◆ **DATA SUPPLIED**
Start of Block
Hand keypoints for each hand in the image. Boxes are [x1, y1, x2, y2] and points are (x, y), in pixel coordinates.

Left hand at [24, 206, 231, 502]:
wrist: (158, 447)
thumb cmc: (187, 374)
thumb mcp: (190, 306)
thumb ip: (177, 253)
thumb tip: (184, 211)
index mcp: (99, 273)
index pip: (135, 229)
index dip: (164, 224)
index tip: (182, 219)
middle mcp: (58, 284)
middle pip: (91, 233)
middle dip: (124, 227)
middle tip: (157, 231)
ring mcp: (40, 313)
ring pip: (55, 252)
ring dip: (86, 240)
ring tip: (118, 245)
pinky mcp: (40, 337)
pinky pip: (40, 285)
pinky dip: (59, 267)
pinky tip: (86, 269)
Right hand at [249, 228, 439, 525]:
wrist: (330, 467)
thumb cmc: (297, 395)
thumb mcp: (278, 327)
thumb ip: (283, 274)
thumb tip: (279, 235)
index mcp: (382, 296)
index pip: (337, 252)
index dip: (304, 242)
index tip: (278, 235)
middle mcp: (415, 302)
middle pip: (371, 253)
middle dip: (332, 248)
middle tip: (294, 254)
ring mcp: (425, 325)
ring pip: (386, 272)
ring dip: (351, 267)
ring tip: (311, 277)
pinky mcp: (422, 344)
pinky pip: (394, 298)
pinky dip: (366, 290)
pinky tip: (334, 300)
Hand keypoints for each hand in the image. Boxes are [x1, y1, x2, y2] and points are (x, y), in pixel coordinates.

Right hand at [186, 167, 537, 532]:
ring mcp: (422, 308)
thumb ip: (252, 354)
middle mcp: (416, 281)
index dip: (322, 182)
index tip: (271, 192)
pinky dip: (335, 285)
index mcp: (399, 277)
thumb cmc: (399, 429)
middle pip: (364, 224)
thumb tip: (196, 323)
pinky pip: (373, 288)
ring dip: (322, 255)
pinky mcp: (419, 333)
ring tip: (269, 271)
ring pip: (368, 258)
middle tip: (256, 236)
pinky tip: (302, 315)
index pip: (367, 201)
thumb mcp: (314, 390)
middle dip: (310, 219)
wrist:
End of Block
◆ **EXERCISE BRIEF**
Restate all of the material exactly.

◆ **EXERCISE OUTPUT**
Hand keypoints for each hand in the image. Boxes are [x1, y1, x2, y2] and points are (x, y), in pixel coordinates.

Left hand at [24, 206, 231, 502]:
wrist: (158, 447)
thumb cmc: (187, 374)
thumb mcp: (190, 306)
thumb ip: (177, 253)
thumb tip: (184, 211)
index mcp: (99, 273)
index pip: (135, 229)
index dip: (164, 224)
index tip: (182, 219)
middle mcp: (58, 284)
middle pip: (91, 233)
middle dip: (124, 227)
middle tip: (157, 231)
ring mcp: (40, 313)
ring pip: (55, 252)
ring dip: (86, 240)
ring tip: (118, 245)
pinky mcp: (40, 337)
pinky pip: (40, 285)
pinky dip: (59, 267)
pinky tip: (86, 269)
Right hand at [249, 228, 439, 525]:
wrist: (330, 467)
thumb cmc: (297, 395)
thumb mcp: (278, 327)
thumb ip: (283, 274)
thumb tip: (279, 235)
index mcp: (382, 296)
index pip: (337, 252)
index dip: (304, 242)
index tip: (278, 235)
middle mcp: (415, 302)
middle pip: (371, 253)
middle dip: (332, 248)
middle tip: (294, 254)
ring mcp: (425, 325)
ring pip: (386, 272)
ring dip: (351, 267)
ring tip: (311, 277)
pinky mcp: (422, 344)
pinky pip: (394, 298)
pinky dip: (366, 290)
pinky tip: (334, 300)
Hand keypoints for each hand in the image. Boxes are [x1, y1, x2, y2] and points are (x, y), in pixel coordinates.

Right hand at [186, 167, 537, 532]:
ring mcp: (422, 308)
thumb ip: (252, 354)
middle mcp: (416, 281)
index dip: (322, 182)
index tip: (271, 192)
pinky dip: (335, 285)
index mcp: (399, 277)
thumb cmc: (399, 429)
middle pip: (364, 224)
thumb tip: (196, 323)
pinky pip: (373, 288)
ring dip: (322, 255)
pinky mcp: (419, 333)
ring tip: (269, 271)
ring pip: (368, 258)
middle tip: (256, 236)
pinky tip: (302, 315)
index pip: (367, 201)
thumb mcp: (314, 390)
middle dip: (310, 219)
wrist:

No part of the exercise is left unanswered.